Items Not Requiring User Action:

  • [COMPLETE] [Network] Replace InfiniBand cables on login-hive1.
  • [COMPLETE] [Network] Upgrade of InfiniBand firmware on PACE admin nodes.
  • [COMPLETE] [Network] Switch all affected CloudBolt Virtual Machines to DHCP.
  • [COMPLETE] [Network] Upgrade DDN SFA14KXE GridScaler and SFA Firmware.
  • [CANCELLED] [Network] Update KVM/qemu hosts in CUI clusters. UPDATE: Cancelled as it was deemed unnecessary due to firmware being up-to-date for our RHEL version.
  • [COMPLETE] [Archive] Removal of InfiniteIO from pace-archive.
  • [COMPLETE] [System] Remove /opt/pace directories everywhere.
  • [COMPLETE] [Firewall] PACE departmental firewall will be updated.
  • [COMPLETE] [Scheduler] Upgrade Torque on the Phoenix, Hive, Firebird, PACE-ICE, and COC-ICE schedulers.

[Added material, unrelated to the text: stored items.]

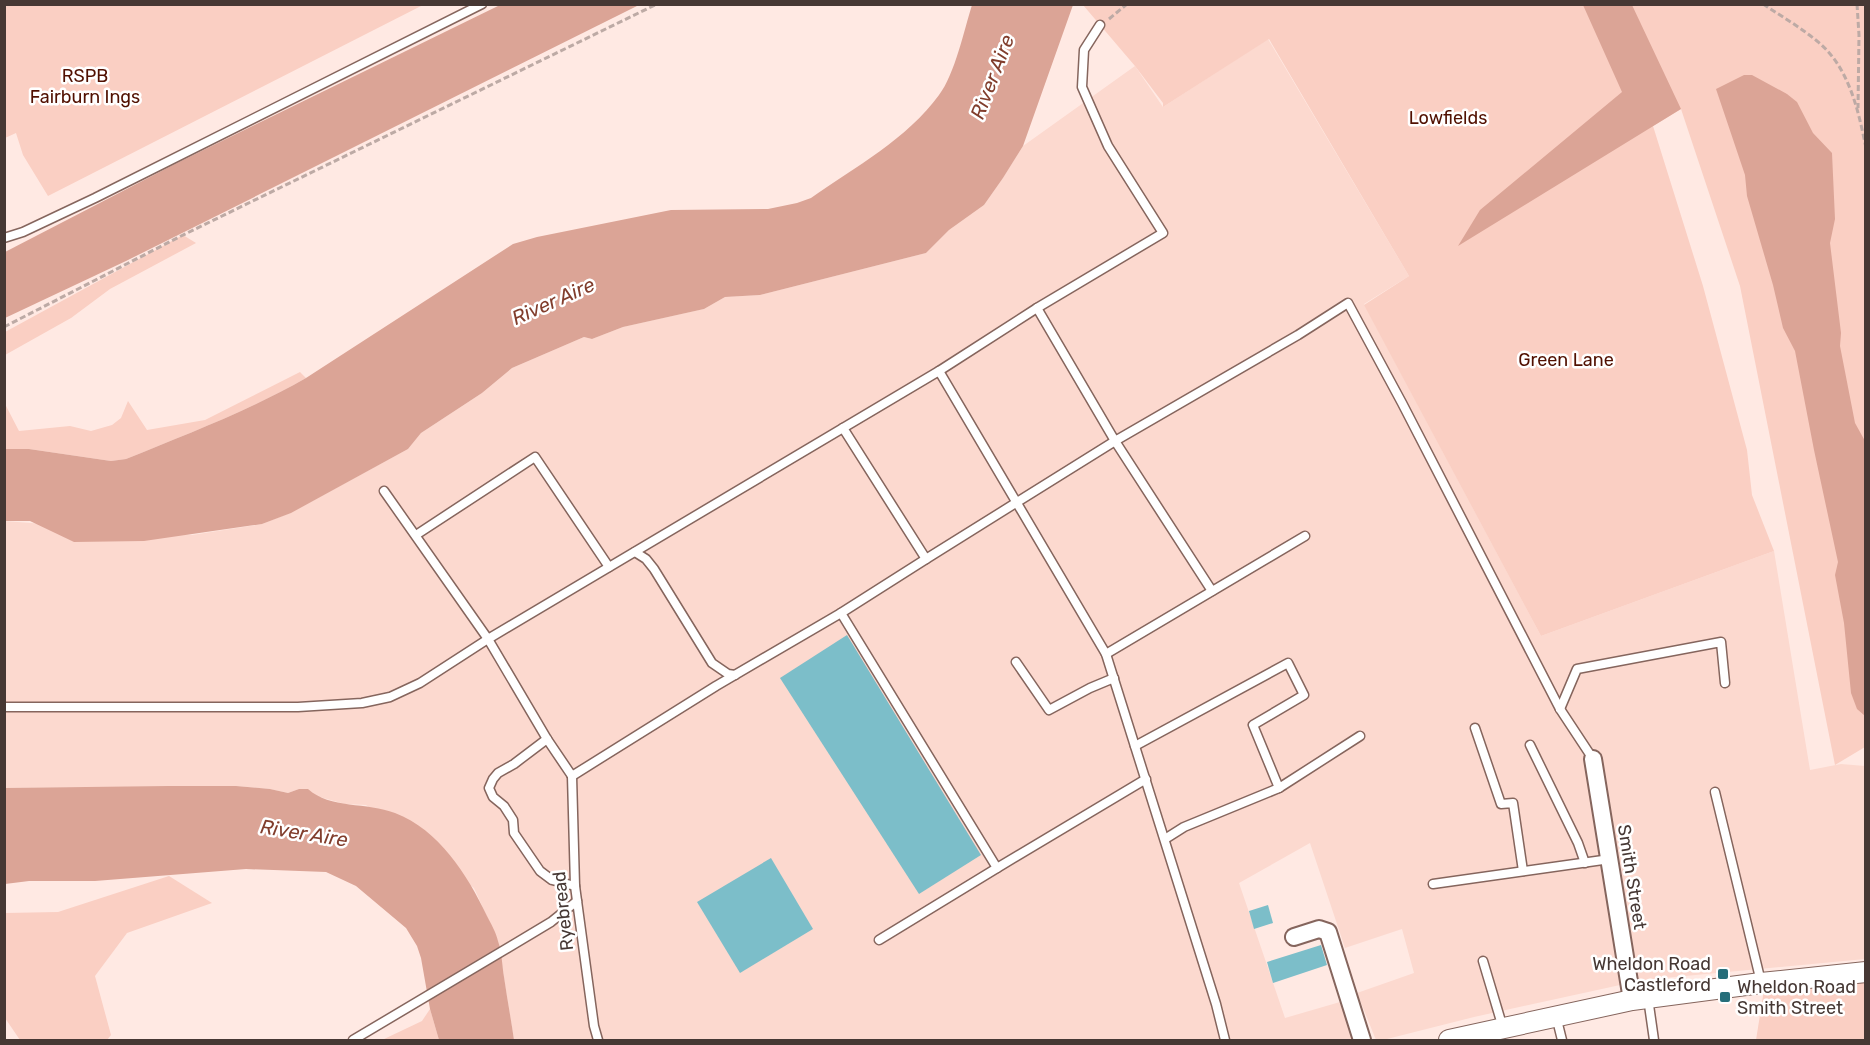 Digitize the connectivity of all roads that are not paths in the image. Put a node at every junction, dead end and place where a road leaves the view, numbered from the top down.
1 (482, 4) edge
2 (1100, 25) road end
3 (4, 238) edge
4 (1037, 308) junction
5 (939, 371) junction
6 (843, 428) junction
7 (1115, 441) junction
8 (384, 491) dead end
9 (1017, 502) junction
10 (417, 535) junction
11 (1305, 536) dead end
12 (635, 552) junction
13 (926, 559) junction
14 (609, 567) junction
15 (1212, 591) junction
16 (841, 613) junction
17 (488, 639) junction
18 (1106, 654) junction
19 (1016, 662) dead end
20 (735, 675) junction
21 (1114, 678) junction
22 (1725, 683) dead end
23 (4, 707) edge
24 (1560, 709) junction
25 (1475, 728) dead end
26 (1360, 736) dead end
27 (547, 739) junction
28 (1530, 745) dead end
29 (1135, 746) junction
30 (1593, 759) joint
31 (572, 776) junction
32 (1146, 779) junction
33 (1279, 788) junction
34 (1715, 792) dead end
35 (1165, 839) junction
36 (1611, 859) junction
37 (1585, 863) junction
38 (997, 868) junction
39 (1523, 871) junction
40 (1433, 884) dead end
41 (575, 886) junction
42 (577, 901) junction
43 (1294, 937) dead end
44 (879, 940) dead end
45 (1483, 961) dead end
46 (1866, 972) edge
47 (1761, 983) junction
48 (1640, 999) junction
49 (1555, 1016) junction
50 (1503, 1028) junction
51 (1562, 1040) edge
52 (353, 1041) edge
53 (598, 1041) edge
54 (1225, 1041) edge
55 (1362, 1041) edge
56 (1449, 1041) edge
57 (1654, 1041) edge

1 - 3 lane
2 - 4 lane
4 - 5 lane
4 - 7 lane
5 - 6 lane
5 - 9 lane
6 - 12 lane
6 - 13 lane
7 - 9 lane
7 - 15 lane
7 - 24 lane
8 - 10 lane
9 - 13 lane
9 - 18 lane
10 - 14 lane
10 - 17 lane
11 - 15 lane
12 - 14 lane
12 - 20 lane
13 - 16 lane
14 - 17 lane
15 - 18 lane
16 - 20 lane
16 - 38 lane
17 - 23 lane
17 - 27 lane
18 - 21 lane
19 - 21 lane
20 - 31 lane
21 - 29 lane
22 - 24 lane
24 - 30 lane
25 - 39 lane
26 - 33 lane
27 - 31 lane
27 - 41 lane
28 - 37 lane
29 - 32 lane
29 - 33 lane
30 - 36 street, Smith Street
31 - 41 lane, Ryebread
32 - 35 lane
32 - 38 lane
33 - 35 lane
34 - 47 lane
35 - 54 lane
36 - 37 lane
36 - 48 street, Smith Street
37 - 39 lane
38 - 44 lane
39 - 40 lane
41 - 42 lane, Ryebread
42 - 52 lane
42 - 53 lane, Ryebread
43 - 55 street
45 - 50 lane
46 - 47 street
47 - 48 street
48 - 49 street
48 - 57 lane
49 - 50 street
49 - 51 lane
50 - 56 street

In order to improve user experience and prevent a recurrence of the recent Phoenix scheduler outage (May 13), we will deploy this recent patch from the vendor. The patch resolves a race condition the scheduler can face with array jobs and jobs with dependencies, which should provide PACE users with a more reliable experience.
  • [COMPLETE] [Hive] Add InfiniBand Topo Map for the Hive Scheduler.
  • [COMPLETE] [Datacenter] Georgia Power Microgrid Testing

If you have any questions or concerns, please do not hesitate to contact us at pace-support@oit.gatech.edu.

Happy Computing!
The PACE Team

 

[Update – 05/18/2021, 5:18pm]

We are writing to notify you of our next Maintenance Period, which will begin at 6:00 AM on Wednesday, 5/19/2021, and is scheduled to conclude by 11:59 PM on Friday, 5/21/2021. As the systems will be powered off during the period, jobs with resource requests that would be running during the Maintenance Period will be held until after the Maintenance Period by the scheduler. During the Maintenance Period, access to the computational and storage resources will be unavailable.

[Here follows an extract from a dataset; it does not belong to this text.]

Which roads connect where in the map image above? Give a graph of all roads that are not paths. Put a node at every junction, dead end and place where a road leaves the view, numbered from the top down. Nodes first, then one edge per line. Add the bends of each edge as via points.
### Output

For your reference, the following tasks are scheduled:

Items Requiring User Action:

  • None currently scheduled.

Items Not Requiring User Action:

  • [Network] Replace InfiniBand cables on login-hive1.
  • [Network] Upgrade of InfiniBand firmware on PACE admin nodes.
  • [Network] Switch all affected CloudBolt Virtual Machines to DHCP.
  • [Network] Upgrade DDN SFA14KXE GridScaler and SFA Firmware.
  • [Network] Update KVM/qemu hosts in CUI clusters.
  • [Archive] Removal of InfiniteIO from pace-archive.
  • [System] Remove /opt/pace directories everywhere.
  • [Firewall] PACE departmental firewall will be updated.
  • [Scheduler] Upgrade Torque on the Phoenix, Hive, Firebird, PACE-ICE, and COC-ICE schedulers. In order to improve user experience and prevent a recurrence of the recent Phoenix scheduler outage (May 13), we will deploy this recent patch from the vendor. The patch resolves a race condition the scheduler can face with array jobs and jobs with dependencies, which should provide PACE users with a more reliable experience.
  • [Hive] Add InfiniBand Topo Map for the Hive Scheduler.
  • [Datacenter] Georgia Power Microgrid Testing

If you have any questions or concerns, please do not hesitate to contact us at pace-support@oit.gatech.edu.

July 24, 2020

[Resolved]: PACE Maintenance Days 8/6/2020-8/8/2020

Filed under: Maintenance — Semir Sarajlic @ 7:10 pm

Dear PACE Users,

RESOLVED: PACE is now ready for research.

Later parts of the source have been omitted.